Somehow “political economy” turned into “economics.” How that happened I don’t know, but the phrase “political economy,” to the extent that it is used today (other than in the title of an academic journal), usually refers to a specific branch of economics which deals with the political context of economics (in the modern sense of the word “political”). Once upon a time, however, there was no “economics” at all, just “political economy.”
And then there is the prefix “macro,” which occurs so often in English that its meaning needs no discussion. The canonical form of the Greek adjective is “makros" (μακρος), which of course means “large.”
...and so on....I could go on about this, but I have to get back to managing a large house.
Nonetheless, I can’t purge “makron oikon nemo” from my mind, so, since I need something for a first blog entry, that’s going to be my topic. Literally, provided I haven’t made a mistake in the morphology, “makron oikon nemo” (μακρον οικον νεμω) is Classical Greek for “I manage a large house.” That might seem to have very little to do with anything, but the words μακρον, οικον, and νεμω are also the etymological roots of the word “macroeconomics.” (By the way, I’m an economist, not a linguist, so you shouldn’t necessarily trust anything I say about etymology. But then again, I’m not sure you should trust what I say about economics either.)
“Oikon” (οικον) is an inflected form of “oikos” (οικος), which means “house.” “Nemo” (νεμω) – which by the way is usually pronounced with the “e” as in “bed,” not as in “Finding Nemo” – means “I manage.” (It is conventional to identify Greek verbs in the first person form rather than the infinitive. If we were talking about the English verb, we would probably say, “to manage” rather than “I manage.”) In Classical Greek, the two words were combined into the word “oikonomos” (οικονομος), which means “house manager.” The etymological meaning survives to some extent in English phrases like “home economics,” which they used to teach in grade school when I was young. (Do they still teach Home Economics?)

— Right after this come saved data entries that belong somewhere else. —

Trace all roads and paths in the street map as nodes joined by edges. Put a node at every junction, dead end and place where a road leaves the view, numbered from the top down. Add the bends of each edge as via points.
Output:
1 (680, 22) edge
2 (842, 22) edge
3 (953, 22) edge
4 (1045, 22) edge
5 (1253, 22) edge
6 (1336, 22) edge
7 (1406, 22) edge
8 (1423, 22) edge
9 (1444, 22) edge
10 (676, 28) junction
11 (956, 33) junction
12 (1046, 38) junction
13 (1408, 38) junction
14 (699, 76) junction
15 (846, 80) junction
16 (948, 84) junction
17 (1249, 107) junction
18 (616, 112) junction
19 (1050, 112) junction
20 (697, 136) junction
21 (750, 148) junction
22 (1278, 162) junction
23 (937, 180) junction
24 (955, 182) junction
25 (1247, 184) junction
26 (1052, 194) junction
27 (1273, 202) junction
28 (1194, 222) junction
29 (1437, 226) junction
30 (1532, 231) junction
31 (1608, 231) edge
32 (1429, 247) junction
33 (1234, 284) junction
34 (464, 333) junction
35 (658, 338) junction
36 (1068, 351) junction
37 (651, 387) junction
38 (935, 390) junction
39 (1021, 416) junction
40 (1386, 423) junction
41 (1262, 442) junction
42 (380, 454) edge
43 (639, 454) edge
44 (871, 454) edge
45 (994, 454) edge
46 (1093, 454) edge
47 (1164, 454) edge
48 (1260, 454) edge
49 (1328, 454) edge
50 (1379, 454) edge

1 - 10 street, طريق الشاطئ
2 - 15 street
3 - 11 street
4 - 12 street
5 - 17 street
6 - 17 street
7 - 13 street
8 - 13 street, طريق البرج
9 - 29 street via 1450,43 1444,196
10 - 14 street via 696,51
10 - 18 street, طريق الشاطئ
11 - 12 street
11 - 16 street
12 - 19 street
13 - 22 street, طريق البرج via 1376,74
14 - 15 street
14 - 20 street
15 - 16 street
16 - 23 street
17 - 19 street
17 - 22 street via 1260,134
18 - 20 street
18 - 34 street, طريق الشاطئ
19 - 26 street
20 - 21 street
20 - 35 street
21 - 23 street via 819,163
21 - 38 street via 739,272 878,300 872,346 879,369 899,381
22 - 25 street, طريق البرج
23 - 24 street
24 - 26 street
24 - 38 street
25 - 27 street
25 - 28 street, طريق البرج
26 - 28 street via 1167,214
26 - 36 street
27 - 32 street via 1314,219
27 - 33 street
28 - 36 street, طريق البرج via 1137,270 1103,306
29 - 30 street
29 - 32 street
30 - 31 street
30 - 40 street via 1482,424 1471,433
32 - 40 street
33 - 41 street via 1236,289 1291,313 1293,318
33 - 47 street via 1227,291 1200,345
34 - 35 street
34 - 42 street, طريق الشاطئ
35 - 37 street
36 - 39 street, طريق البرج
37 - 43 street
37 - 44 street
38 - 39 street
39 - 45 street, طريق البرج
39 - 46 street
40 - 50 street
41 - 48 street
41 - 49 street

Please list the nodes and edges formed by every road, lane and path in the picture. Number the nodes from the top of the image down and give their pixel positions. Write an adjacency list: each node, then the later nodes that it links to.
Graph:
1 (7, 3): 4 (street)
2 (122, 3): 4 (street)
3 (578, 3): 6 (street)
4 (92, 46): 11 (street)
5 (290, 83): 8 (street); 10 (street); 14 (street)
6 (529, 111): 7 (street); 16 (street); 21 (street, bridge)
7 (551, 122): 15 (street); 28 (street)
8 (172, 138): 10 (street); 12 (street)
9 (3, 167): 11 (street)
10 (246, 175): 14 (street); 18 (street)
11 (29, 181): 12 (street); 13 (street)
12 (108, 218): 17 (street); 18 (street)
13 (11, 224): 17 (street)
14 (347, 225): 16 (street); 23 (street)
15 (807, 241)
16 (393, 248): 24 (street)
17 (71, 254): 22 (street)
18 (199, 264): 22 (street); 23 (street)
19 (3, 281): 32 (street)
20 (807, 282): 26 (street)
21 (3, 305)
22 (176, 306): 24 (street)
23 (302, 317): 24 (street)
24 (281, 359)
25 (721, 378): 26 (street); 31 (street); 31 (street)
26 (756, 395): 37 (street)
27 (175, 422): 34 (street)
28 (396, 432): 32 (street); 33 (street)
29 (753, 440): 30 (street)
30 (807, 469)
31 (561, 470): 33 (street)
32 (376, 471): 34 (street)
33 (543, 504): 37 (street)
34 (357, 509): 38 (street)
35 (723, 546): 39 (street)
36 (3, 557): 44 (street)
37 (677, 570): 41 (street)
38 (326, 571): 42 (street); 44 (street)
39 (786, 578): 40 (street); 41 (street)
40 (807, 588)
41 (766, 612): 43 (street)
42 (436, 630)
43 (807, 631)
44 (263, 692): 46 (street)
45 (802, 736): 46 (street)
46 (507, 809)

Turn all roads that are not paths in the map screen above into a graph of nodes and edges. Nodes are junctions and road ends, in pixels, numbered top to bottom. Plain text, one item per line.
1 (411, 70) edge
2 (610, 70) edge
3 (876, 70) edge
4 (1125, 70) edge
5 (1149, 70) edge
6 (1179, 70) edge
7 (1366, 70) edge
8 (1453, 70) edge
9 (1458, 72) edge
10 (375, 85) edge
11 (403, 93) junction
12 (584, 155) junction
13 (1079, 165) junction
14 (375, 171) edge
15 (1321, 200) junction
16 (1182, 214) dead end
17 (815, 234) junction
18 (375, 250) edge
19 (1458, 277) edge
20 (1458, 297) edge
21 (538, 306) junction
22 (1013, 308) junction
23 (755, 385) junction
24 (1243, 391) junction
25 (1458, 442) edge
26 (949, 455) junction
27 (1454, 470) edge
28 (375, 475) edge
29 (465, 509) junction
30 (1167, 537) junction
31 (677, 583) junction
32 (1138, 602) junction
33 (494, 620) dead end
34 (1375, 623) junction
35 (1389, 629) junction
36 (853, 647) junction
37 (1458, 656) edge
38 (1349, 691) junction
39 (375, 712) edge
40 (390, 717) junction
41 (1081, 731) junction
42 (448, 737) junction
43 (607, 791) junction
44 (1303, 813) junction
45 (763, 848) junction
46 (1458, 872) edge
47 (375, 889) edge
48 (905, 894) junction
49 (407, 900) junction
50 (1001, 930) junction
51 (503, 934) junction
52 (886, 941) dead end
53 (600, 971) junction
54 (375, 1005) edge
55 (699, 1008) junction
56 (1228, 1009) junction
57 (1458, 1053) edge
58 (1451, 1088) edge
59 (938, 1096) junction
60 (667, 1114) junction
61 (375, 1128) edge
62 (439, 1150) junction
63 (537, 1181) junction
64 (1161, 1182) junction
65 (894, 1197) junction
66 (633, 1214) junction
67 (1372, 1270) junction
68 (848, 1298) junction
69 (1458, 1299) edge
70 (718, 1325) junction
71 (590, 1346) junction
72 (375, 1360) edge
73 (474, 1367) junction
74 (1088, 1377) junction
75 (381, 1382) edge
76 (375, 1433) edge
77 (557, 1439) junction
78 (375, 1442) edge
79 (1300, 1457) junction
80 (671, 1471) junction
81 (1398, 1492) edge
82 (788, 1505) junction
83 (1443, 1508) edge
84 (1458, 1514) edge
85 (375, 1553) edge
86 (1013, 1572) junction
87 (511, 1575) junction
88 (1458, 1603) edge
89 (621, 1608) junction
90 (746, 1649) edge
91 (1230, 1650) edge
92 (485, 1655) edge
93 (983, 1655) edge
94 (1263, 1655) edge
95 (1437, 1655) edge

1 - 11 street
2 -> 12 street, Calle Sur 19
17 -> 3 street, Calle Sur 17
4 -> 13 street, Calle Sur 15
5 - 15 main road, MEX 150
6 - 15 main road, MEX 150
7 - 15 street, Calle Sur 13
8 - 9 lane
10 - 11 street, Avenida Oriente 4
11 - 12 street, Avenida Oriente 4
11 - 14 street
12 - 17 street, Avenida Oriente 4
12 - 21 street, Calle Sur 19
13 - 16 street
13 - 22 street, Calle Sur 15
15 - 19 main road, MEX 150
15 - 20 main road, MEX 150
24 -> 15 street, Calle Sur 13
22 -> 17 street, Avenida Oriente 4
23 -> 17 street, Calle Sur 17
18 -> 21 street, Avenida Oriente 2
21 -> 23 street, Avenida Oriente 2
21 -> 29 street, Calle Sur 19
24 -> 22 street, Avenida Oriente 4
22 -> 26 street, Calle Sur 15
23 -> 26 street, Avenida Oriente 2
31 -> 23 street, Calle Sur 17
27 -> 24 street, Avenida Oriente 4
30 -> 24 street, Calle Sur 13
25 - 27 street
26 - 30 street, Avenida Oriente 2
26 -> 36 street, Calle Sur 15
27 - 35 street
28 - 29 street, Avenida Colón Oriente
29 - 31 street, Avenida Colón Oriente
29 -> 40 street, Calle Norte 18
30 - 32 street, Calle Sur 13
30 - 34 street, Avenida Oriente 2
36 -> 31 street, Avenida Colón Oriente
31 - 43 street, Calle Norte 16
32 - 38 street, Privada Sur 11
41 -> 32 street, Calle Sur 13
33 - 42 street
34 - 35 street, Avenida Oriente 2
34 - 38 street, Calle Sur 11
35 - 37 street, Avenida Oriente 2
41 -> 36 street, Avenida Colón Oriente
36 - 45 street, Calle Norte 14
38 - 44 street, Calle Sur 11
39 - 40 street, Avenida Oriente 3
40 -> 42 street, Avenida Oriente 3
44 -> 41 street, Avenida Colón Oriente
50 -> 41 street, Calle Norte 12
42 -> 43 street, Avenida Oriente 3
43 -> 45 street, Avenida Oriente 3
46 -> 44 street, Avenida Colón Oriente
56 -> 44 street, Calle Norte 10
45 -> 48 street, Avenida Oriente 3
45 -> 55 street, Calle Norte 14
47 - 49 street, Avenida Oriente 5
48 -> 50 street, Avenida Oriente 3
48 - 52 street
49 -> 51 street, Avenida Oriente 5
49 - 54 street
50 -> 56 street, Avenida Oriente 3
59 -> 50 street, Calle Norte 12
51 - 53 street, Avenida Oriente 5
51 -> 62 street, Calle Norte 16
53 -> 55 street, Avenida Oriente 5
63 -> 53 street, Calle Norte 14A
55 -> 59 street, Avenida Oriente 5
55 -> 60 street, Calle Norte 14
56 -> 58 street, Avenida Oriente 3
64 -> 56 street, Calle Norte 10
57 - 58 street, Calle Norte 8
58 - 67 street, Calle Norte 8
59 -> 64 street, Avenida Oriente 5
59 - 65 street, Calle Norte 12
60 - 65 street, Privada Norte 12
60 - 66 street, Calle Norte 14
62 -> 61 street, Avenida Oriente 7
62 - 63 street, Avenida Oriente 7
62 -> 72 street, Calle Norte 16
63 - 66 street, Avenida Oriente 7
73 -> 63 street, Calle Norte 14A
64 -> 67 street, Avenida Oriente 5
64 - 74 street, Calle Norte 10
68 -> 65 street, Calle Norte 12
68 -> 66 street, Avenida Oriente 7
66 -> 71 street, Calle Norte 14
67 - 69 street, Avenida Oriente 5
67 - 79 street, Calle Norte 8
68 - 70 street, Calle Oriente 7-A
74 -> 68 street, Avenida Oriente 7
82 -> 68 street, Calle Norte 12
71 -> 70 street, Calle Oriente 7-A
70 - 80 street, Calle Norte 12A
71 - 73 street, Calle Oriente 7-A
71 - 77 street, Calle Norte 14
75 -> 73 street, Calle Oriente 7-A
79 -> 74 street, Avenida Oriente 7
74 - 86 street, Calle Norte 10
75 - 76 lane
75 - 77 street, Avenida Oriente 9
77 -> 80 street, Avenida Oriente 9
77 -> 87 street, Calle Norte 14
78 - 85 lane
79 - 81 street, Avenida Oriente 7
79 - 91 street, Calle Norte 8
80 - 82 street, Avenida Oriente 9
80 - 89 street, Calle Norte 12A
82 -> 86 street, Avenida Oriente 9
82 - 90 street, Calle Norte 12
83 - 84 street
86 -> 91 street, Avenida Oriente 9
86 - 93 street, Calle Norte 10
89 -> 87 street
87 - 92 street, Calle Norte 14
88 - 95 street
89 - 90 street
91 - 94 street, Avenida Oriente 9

Anyhow, a house manager for a man of substance had a lot of coordination to do – a lot of arranging and buying and selling and making sure things would be in the right place at the right time – to keep the house running smoothly. A similar art could, in principle, be applied at the level of the city-state, or “polis” (πολις). And someone who practiced that art at the level of the state would be a “house manger of a state” or “state house manager” – “politikos oikonomos” (πολιτικος οικονομος). I have no idea whether the ancient Greeks actually used that phrase, but somehow it showed up in Modern English as “political economy” – the study of how to manage a state’s production and consumption, or something to that effect.
Somehow “political economy” turned into “economics.” How that happened I don’t know, but the phrase “political economy,” to the extent that it is used today (other than in the title of an academic journal), usually refers to a specific branch of economics which deals with the political context of economics (in the modern sense of the word “political”). Once upon a time, however, there was no “economics” at all, just “political economy.”
And then there is the prefix “macro,” which occurs so often in English that its meaning needs no discussion. The canonical form of the Greek adjective is “makros" (μακρος), which of course means “large.”
...and so on....I could go on about this, but I have to get back to managing a large house.